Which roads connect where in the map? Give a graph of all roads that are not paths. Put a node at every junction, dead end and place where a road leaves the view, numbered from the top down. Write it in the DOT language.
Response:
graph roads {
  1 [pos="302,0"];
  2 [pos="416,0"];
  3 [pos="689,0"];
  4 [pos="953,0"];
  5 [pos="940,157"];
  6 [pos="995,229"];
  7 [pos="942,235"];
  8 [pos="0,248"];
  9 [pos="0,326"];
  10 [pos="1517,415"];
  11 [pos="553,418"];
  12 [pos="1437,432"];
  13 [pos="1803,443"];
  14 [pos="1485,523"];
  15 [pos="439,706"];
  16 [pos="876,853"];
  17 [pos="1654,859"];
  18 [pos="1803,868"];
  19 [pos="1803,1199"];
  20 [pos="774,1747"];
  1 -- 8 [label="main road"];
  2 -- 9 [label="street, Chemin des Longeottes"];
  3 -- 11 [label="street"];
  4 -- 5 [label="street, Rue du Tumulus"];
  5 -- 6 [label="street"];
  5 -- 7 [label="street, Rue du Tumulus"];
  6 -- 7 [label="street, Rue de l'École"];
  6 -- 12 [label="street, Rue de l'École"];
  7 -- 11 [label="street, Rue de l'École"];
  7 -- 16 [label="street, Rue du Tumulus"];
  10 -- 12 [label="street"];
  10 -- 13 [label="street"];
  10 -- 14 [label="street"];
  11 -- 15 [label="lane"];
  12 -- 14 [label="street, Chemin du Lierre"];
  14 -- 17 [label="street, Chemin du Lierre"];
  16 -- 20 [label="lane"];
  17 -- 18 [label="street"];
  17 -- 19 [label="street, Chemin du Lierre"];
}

• _PROBLEM_
Copy out each line of the material and keep every word unchanged.

• _SOLUTION TO THIS EXERCISE_
Which roads connect where in the map? Give a graph of all roads that are not paths. Put a node at every junction, dead end and place where a road leaves the view, numbered from the top down. Write it in the DOT language.
Response:
graph roads {
  1 [pos="302,0"];
  2 [pos="416,0"];
  3 [pos="689,0"];
  4 [pos="953,0"];
  5 [pos="940,157"];
  6 [pos="995,229"];
  7 [pos="942,235"];
  8 [pos="0,248"];
  9 [pos="0,326"];
  10 [pos="1517,415"];
  11 [pos="553,418"];
  12 [pos="1437,432"];
  13 [pos="1803,443"];
  14 [pos="1485,523"];
  15 [pos="439,706"];
  16 [pos="876,853"];
  17 [pos="1654,859"];
  18 [pos="1803,868"];
  19 [pos="1803,1199"];
  20 [pos="774,1747"];
  1 -- 8 [label="main road"];
  2 -- 9 [label="street, Chemin des Longeottes"];
  3 -- 11 [label="street"];
  4 -- 5 [label="street, Rue du Tumulus"];
  5 -- 6 [label="street"];
  5 -- 7 [label="street, Rue du Tumulus"];
  6 -- 7 [label="street, Rue de l'École"];
  6 -- 12 [label="street, Rue de l'École"];
  7 -- 11 [label="street, Rue de l'École"];
  7 -- 16 [label="street, Rue du Tumulus"];
  10 -- 12 [label="street"];
  10 -- 13 [label="street"];
  10 -- 14 [label="street"];
  11 -- 15 [label="lane"];
  12 -- 14 [label="street, Chemin du Lierre"];
  14 -- 17 [label="street, Chemin du Lierre"];
  16 -- 20 [label="lane"];
  17 -- 18 [label="street"];
  17 -- 19 [label="street, Chemin du Lierre"];
}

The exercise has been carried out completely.